Seit Juni ist seine KI Schmiede am Markt, er ist alleiniger Eigentümer. Je nach Projekt holt er Expert:innen dazu: Thomas Reisinger-Lederer, Berater für Datenschutz, Informationssicherheit und Compliance, verantwortet die AI-Act-Compliance und Datenschutzfragen. Dima Rubanov und Matthias Neumayer, Gründer des Wiener Startup-Studios Run Labs, das mit der Gute-Nacht-Geschichten-App Oscar Stories bekannt wurde (brutkasten berichtete), übernehmen die technische Bewertung und Machbarkeitsanalyse der Use Cases sowie die Produktentwicklung.

Die Beratung richtet sich an Unternehmen im DACH-Raum und begleitet sie von der Analyse ihrer Prozesse bis zu dem Punkt, an dem die Belegschaft KI selbstständig im Alltag einsetzt. KI-Beratung und KI-Schulung sind für Lipp-Rosenthal deshalb keine getrennten Produkte, sondern zwei Etappen desselben Wegs. „Die wollen ja nicht ewig abhängig werden“, sagt er über seine Kund:innen zu brutkasten.

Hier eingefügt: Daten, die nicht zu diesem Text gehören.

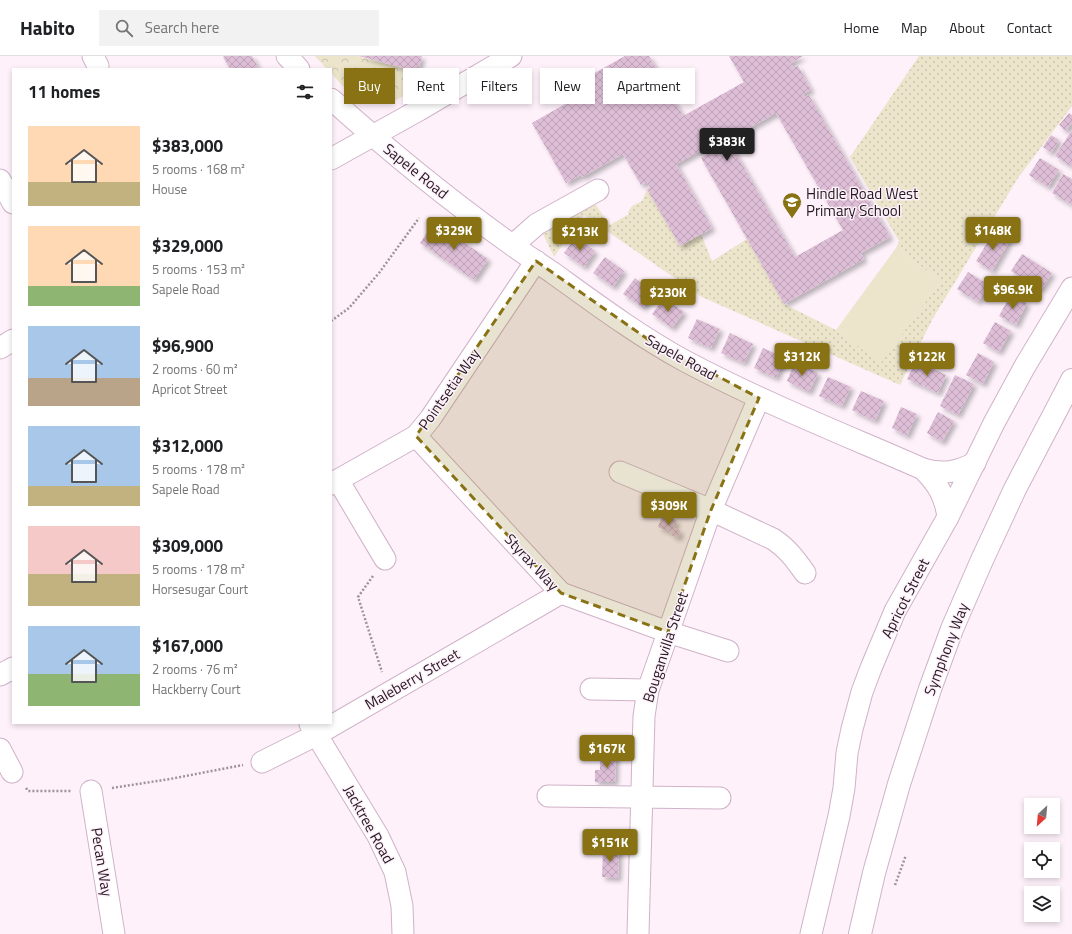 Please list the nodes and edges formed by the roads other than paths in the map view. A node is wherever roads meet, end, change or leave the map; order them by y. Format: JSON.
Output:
{"nodes":[{"id":1,"x":287,"y":56,"type":"edge"},
{"id":2,"x":511,"y":56,"type":"edge"},
{"id":3,"x":298,"y":68,"type":"edge"},
{"id":4,"x":332,"y":100,"type":"edge"},
{"id":5,"x":372,"y":136,"type":"junction"},
{"id":6,"x":332,"y":158,"type":"edge"},
{"id":7,"x":0,"y":180,"type":"edge"},
{"id":8,"x":598,"y":190,"type":"dead end"},
{"id":9,"x":12,"y":201,"type":"edge"},
{"id":10,"x":512,"y":246,"type":"junction"},
{"id":11,"x":536,"y":261,"type":"junction"},
{"id":12,"x":1072,"y":288,"type":"edge"},
{"id":13,"x":12,"y":341,"type":"edge"},
{"id":14,"x":0,"y":348,"type":"edge"},
{"id":15,"x":1072,"y":380,"type":"edge"},
{"id":16,"x":759,"y":398,"type":"junction"},
{"id":17,"x":416,"y":436,"type":"junction"},
{"id":18,"x":975,"y":463,"type":"junction"},
{"id":19,"x":923,"y":469,"type":"junction"},
{"id":20,"x":620,"y":472,"type":"dead end"},
{"id":21,"x":335,"y":482,"type":"edge"},
{"id":22,"x":711,"y":510,"type":"junction"},
{"id":23,"x":948,"y":517,"type":"junction"},
{"id":24,"x":385,"y":559,"type":"road end"},
{"id":25,"x":805,"y":573,"type":"dead end"},
{"id":26,"x":561,"y":593,"type":"junction"},
{"id":27,"x":668,"y":632,"type":"junction"},
{"id":28,"x":728,"y":651,"type":"dead end"},
{"id":29,"x":12,"y":669,"type":"edge"},
{"id":30,"x":0,"y":675,"type":"edge"},
{"id":31,"x":592,"y":689,"type":"dead end"},
{"id":32,"x":648,"y":690,"type":"junction"},
{"id":33,"x":332,"y":720,"type":"edge"},
{"id":34,"x":323,"y":724,"type":"edge"},
{"id":35,"x":313,"y":729,"type":"edge"},
{"id":36,"x":0,"y":749,"type":"edge"},
{"id":37,"x":262,"y":762,"type":"road end"},
{"id":38,"x":12,"y":772,"type":"road end"},
{"id":39,"x":91,"y":791,"type":"road end"},
{"id":40,"x":548,"y":796,"type":"dead end"},
{"id":41,"x":642,"y":797,"type":"junction"},
{"id":42,"x":720,"y":798,"type":"dead end"},
{"id":43,"x":809,"y":932,"type":"edge"},
{"id":44,"x":114,"y":934,"type":"edge"},
{"id":45,"x":403,"y":934,"type":"edge"},
{"id":46,"x":638,"y":934,"type":"edge"},
{"id":47,"x":860,"y":934,"type":"edge"}],
"edges":[{"from":1,"to":3,"type":"street"},
{"from":2,"to":5,"type":"street"},
{"from":4,"to":5,"type":"street","name":"Sapele Road"},
{"from":5,"to":6,"type":"street"},
{"from":5,"to":10,"type":"street","name":"Sapele Road"},
{"from":7,"to":9,"type":"street"},
{"from":8,"to":10,"type":"street"},
{"from":10,"to":11,"type":"street","name":"Sapele Road"},
{"from":11,"to":16,"type":"street","name":"Sapele Road"},
{"from":11,"to":17,"type":"street","name":"Pointsetia Way"},
{"from":12,"to":18,"type":"street","name":"Apricot Street"},
{"from":13,"to":14,"type":"street"},
{"from":15,"to":47,"type":"main road","name":"Symphony Way"},
{"from":16,"to":19,"type":"street","name":"Sapele Road"},
{"from":16,"to":22,"type":"street","name":"Bouganvilla Street"},
{"from":17,"to":21,"type":"street","name":"Pointsetia Way"},
{"from":17,"to":26,"type":"street","name":"Styrax Way"},
{"from":18,"to":19,"type":"street","name":"Sapele Road"},
{"from":18,"to":23,"type":"street","name":"Apricot Street"},
{"from":19,"to":23,"type":"street","name":"Sapele Road"},
{"from":20,"to":22,"type":"street"},
{"from":21,"to":24,"type":"street"},
{"from":22,"to":25,"type":"street"},
{"from":22,"to":27,"type":"street","name":"Bouganvilla Street"},
{"from":23,"to":43,"type":"street","name":"Apricot Street"},
{"from":26,"to":27,"type":"street","name":"Styrax Way"},
{"from":26,"to":33,"type":"street","name":"Maleberry Street"},
{"from":27,"to":28,"type":"street","name":"Styrax Way"},
{"from":27,"to":32,"type":"street","name":"Bouganvilla Street"},
{"from":29,"to":30,"type":"street"},
{"from":31,"to":32,"type":"street"},
{"from":32,"to":41,"type":"street","name":"Bouganvilla Street"},
{"from":34,"to":35,"type":"street","name":"Maleberry Street"},
{"from":35,"to":37,"type":"street","name":"Maleberry Street"},
{"from":35,"to":45,"type":"street","name":"Jacktree Road"},
{"from":36,"to":38,"type":"street"},
{"from":39,"to":44,"type":"street","name":"Pecan Way"},
{"from":40,"to":41,"type":"street"},
{"from":41,"to":42,"type":"street"},
{"from":41,"to":46,"type":"street","name":"Bouganvilla Street"}]}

Erst die Daten, dann die KI

Ein Großteil seiner Projekte hat mit generativer KI zunächst wenig zu tun. Es geht um Datenmanagement, um das Aufräumen von Prozessen und das Schaffen von Strukturen. Erst wenn das erledigt ist, setzt Lipp-Rosenthal dort KI-Anwendungen auf, wo sie etwas bringen. „Jeder Prozess, wo die Daten nicht passen, da schaffst du es auch nicht, irgendwie KI darauf aufzubauen.“ Der zweite Baustein ist die Belegschaft: Wer Mitarbeiter:innen nicht einschult und mitnimmt, bekommt aus seiner Sicht die falschen Use Cases.

Von KMU bis zu Konzernen

Gestartet ist Lipp-Rosenthal mit dem Blick auf KMU. Inzwischen arbeitet er nach eigenen Angaben auch für Konzerne, wo es um die Integration von KI in Prozesse und um die Schulung von Mitarbeiter:innen geht. Als Referenz nennt er die Gruppe Hollenstein: Das Unternehmen macht er „KI ready“, unter anderem mit der DSGVO-konformen Plattform Langdock. Ziel ist, repetitive Prozesse zu automatisieren, ohne die Qualität für die Kund:innen zu opfern.

Auf eine Branche legt er sich nicht fest: „Es liegt an den Geschäftsführern, an den Entscheidern. Wenn der Wille zur Veränderung da ist, dann ist die Branche eigentlich nebensächlich.“

Was er bei seinen Kund:innen beobachtet, führt zu seiner zentralen These. Fragen nach Hosting, Lizenzkosten und Eigenentwicklung häufen sich. „Jedes Unternehmen wird viel mehr zu einem Technologie- und Software-Unternehmen werden“, sagt Lipp-Rosenthal.

Boutique statt Beratungskonzern

Die KI Schmiede ist bewusst als Boutique-Beratung angelegt. Lipp-Rosenthals Anspruch ist, „so klein wie möglich und so impactvoll wie möglich“ zu bleiben und im eigenen Betrieb so früh wie möglich zu automatisieren. Skaliert wird über das Expertennetzwerk, nicht über eigenes Personal. Neben der KI Schmiede bleibt Lipp-Rosenthal in der Lehre aktiv, mit Lehraufträgen an der Quadriga Hochschule, der FH Wiener Neustadt und dem ARS Institut in Wien.